---------- Data in this exercise ----------

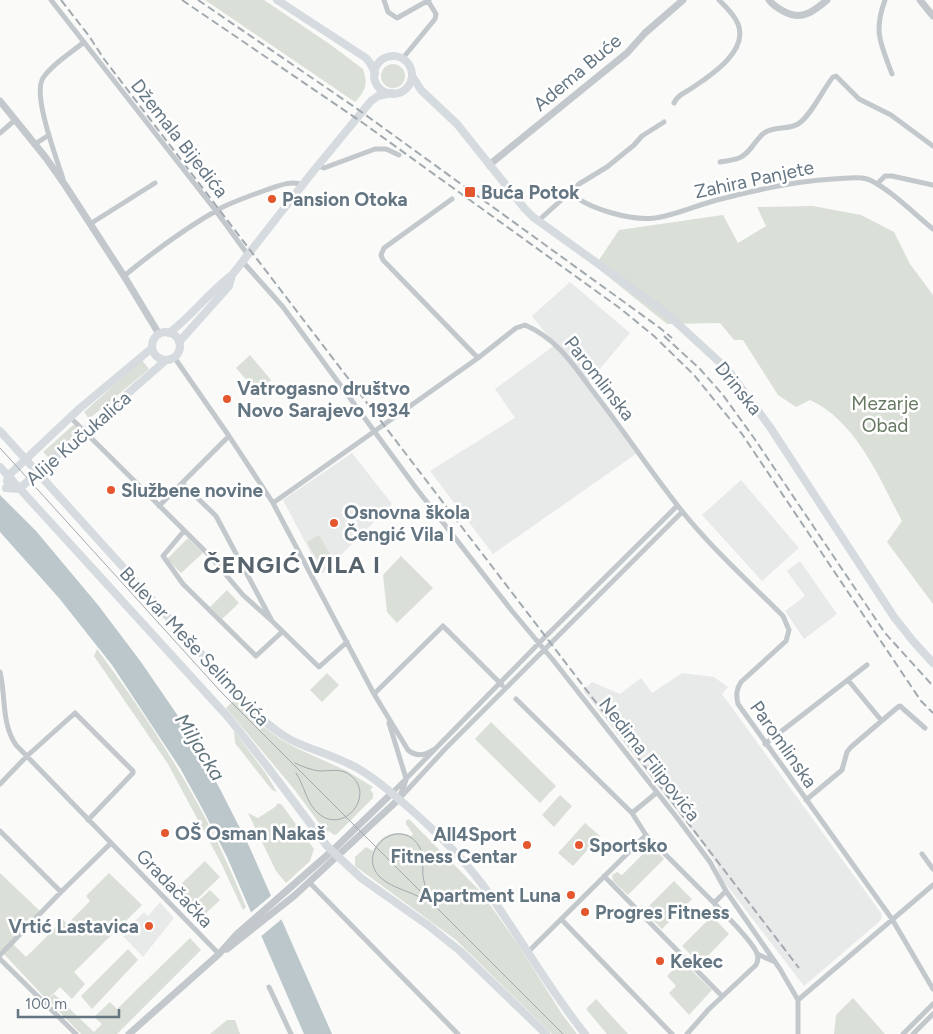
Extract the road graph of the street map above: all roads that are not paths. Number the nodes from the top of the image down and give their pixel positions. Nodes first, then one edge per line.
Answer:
1 (51, 0) edge
2 (277, 0) edge
3 (384, 0) edge
4 (429, 0) edge
5 (682, 0) edge
6 (718, 0) edge
7 (769, 0) edge
8 (827, 0) edge
9 (885, 0) edge
10 (920, 0) edge
11 (933, 16) edge
12 (84, 42) junction
13 (366, 58) junction
14 (384, 58) junction
15 (402, 58) junction
16 (892, 74) dead end
17 (412, 76) junction
18 (375, 77) junction
19 (421, 90) junction
20 (403, 91) junction
21 (392, 93) junction
22 (0, 101) edge
23 (371, 101) junction
24 (674, 103) dead end
25 (15, 120) junction
26 (664, 122) dead end
27 (0, 133) edge
28 (50, 135) junction
29 (35, 144) junction
30 (933, 146) edge
31 (400, 155) dead end
32 (720, 162) dead end
33 (489, 165) junction
34 (318, 166) junction
35 (155, 183) dead end
36 (877, 184) junction
37 (65, 185) junction
38 (303, 185) junction
39 (933, 185) edge
40 (570, 192) junction
41 (452, 200) dead end
42 (216, 211) junction
43 (538, 221) junction
44 (90, 224) junction
45 (933, 229) edge
46 (245, 258) junction
47 (232, 275) junction
48 (124, 276) junction
49 (169, 333) junction
50 (159, 334) junction
51 (179, 342) junction
52 (152, 348) junction
53 (170, 358) junction
54 (478, 358) junction
55 (70, 418) junction
56 (0, 431) edge
57 (374, 431) junction
58 (85, 433) junction
59 (229, 436) junction
60 (25, 460) junction
61 (0, 467) edge
62 (38, 474) junction
63 (8, 476) junction
64 (182, 483) junction
65 (19, 490) junction
66 (3, 491) edge
67 (273, 503) junction
68 (159, 506) junction
69 (678, 506) junction
70 (682, 512) junction
71 (184, 531) junction
72 (272, 621) junction
73 (282, 632) junction
74 (347, 642) junction
75 (540, 644) junction
76 (544, 649) junction
77 (933, 663) edge
78 (867, 666) dead end
79 (0, 672) edge
80 (848, 680) junction
81 (500, 683) junction
82 (506, 689) junction
83 (374, 694) junction
84 (516, 699) dead end
85 (388, 718) junction
86 (881, 720) junction
87 (925, 728) dead end
88 (765, 744) junction
89 (433, 750) junction
90 (27, 756) junction
91 (406, 780) junction
92 (0, 784) edge
93 (655, 794) dead end
94 (396, 796) junction
95 (806, 800) junction
96 (632, 813) junction
97 (88, 820) junction
98 (0, 831) edge
99 (646, 834) junction
100 (111, 843) junction
101 (335, 854) junction
102 (922, 854) dead end
103 (933, 869) edge
104 (604, 876) junction
105 (309, 882) junction
106 (933, 885) edge
107 (726, 891) junction
108 (61, 892) junction
109 (284, 899) junction
110 (714, 903) junction
111 (561, 919) junction
112 (892, 919) junction
113 (528, 952) junction
114 (219, 954) junction
115 (757, 954) junction
116 (0, 957) edge
117 (774, 961) junction
118 (269, 987) dead end
119 (933, 989) edge
120 (722, 996) junction
121 (798, 1000) junction
122 (933, 1004) edge
123 (933, 1014) edge
124 (76, 1034) edge
125 (129, 1034) edge
126 (291, 1034) edge
127 (458, 1034) edge
128 (546, 1034) edge
129 (585, 1034) edge
130 (672, 1034) edge
131 (688, 1034) edge
132 (798, 1034) edge
133 (903, 1034) edge
134 (913, 1034) edge

1 - 12 street, Džemala Bijedića
2 - 13 main road
3 - 4 street
4 - 15 street
5 - 33 street, Adema Buće
6 - 24 street
7 - 8 street
9 - 16 street
10 - 11 street
12 - 28 street
12 - 42 street, Džemala Bijedića
13 - 14 main road
13 - 18 main road
14 - 15 main road
14 - 18 main road
15 - 17 main road
17 - 19 main road, Drinska
17 - 20 main road
18 - 21 main road
18 - 23 main road
19 - 20 main road
19 - 33 main road, Drinska
20 - 21 main road
21 - 23 main road
22 - 25 street
23 - 34 main road
25 - 27 street
25 - 29 street
26 - 40 street
28 - 29 street
28 - 37 street
29 - 37 street
30 - 32 street
31 - 34 street
33 - 43 main road, Drinska
34 - 38 main road
35 - 44 street
36 - 39 street
36 - 40 street, Zahira Panjete
36 - 45 street, Zahira Panjete
37 - 44 street
38 - 42 street
38 - 46 main road
40 - 43 street
41 - 54 street
42 - 46 street, Džemala Bijedića
42 - 48 street
43 - 77 main road, Drinska
44 - 48 street
46 - 47 main road
46 - 57 street, Džemala Bijedića
47 - 49 main road
47 - 51 main road
48 - 50 street
49 - 50 main road
49 - 51 main road
50 - 52 main road
51 - 53 main road
52 - 53 main road
52 - 55 main road, Alije Kučukalića
53 - 58 main road, Alije Kučukalića
53 - 59 street
54 - 57 street, Paromlinska
54 - 69 street, Paromlinska
55 - 58 street
55 - 60 main road, Alije Kučukalića
56 - 60 main road, Bulevar Meše Selimovića
57 - 67 street, Paromlinska
57 - 75 street, Nedima Filipovića
58 - 62 main road, Alije Kučukalića
58 - 68 street
59 - 64 street
59 - 67 street
60 - 62 main road, Bulevar Meše Selimovića
60 - 63 main road, Alije Kučukalića
61 - 63 main road, Bulevar Meše Selimovića
62 - 65 main road, Alije Kučukalića
62 - 94 main road, Bulevar Meše Selimovića
63 - 65 main road, Bulevar Meše Selimovića
63 - 66 main road, Alije Kučukalića
64 - 68 street
64 - 72 street
65 - 66 main road, Alije Kučukalića
65 - 101 main road, Bulevar Meše Selimovića
67 - 74 street
68 - 71 street
69 - 70 street, Paromlinska
69 - 75 street
70 - 76 street
70 - 88 street, Paromlinska
71 - 72 street
71 - 73 street
72 - 73 street
73 - 74 street
74 - 83 street
75 - 76 street, Nedima Filipovića
75 - 81 street
76 - 82 street
76 - 107 street, Nedima Filipovića
78 - 80 street
79 - 90 street, Gradačačka
80 - 86 street
80 - 88 street
81 - 82 street
81 - 83 street
81 - 89 street
82 - 94 street
83 - 85 street
84 - 96 street
85 - 89 street
85 - 91 street
86 - 87 street
86 - 95 street
88 - 95 street, Paromlinska
89 - 91 street
90 - 92 street
90 - 97 street, Gradačačka
90 - 97 street
91 - 94 street
93 - 96 street, Nedima Filipovića
94 - 101 street
94 - 113 main road, Bulevar Meše Selimovića
95 - 112 street, Paromlinska
96 - 99 street
97 - 100 street, Gradačačka
98 - 108 street
99 - 104 street
99 - 110 street
100 - 108 street, Gradačačka
100 - 114 street, Gradačačka
101 - 105 street
101 - 109 street
101 - 128 main road, Bulevar Meše Selimovića
102 - 103 street
104 - 111 street
104 - 120 street
105 - 109 street
105 - 127 street
106 - 112 street
107 - 110 street
107 - 117 street, Nedima Filipovića
108 - 116 street, Gradačačka
109 - 114 street
110 - 115 street
111 - 113 street
111 - 130 street
112 - 119 street, Paromlinska
112 - 121 street
113 - 129 main road, Bulevar Meše Selimovića
114 - 125 street
115 - 117 street
115 - 120 street
116 - 124 street
117 - 121 street, Nedima Filipovića
118 - 126 street
120 - 131 street
121 - 132 street
122 - 133 street
123 - 134 street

----------

» **Exercise requirements**: All that is needed is the number of lines in the listing holding the word "Drinska".

» **Expected answer**: 4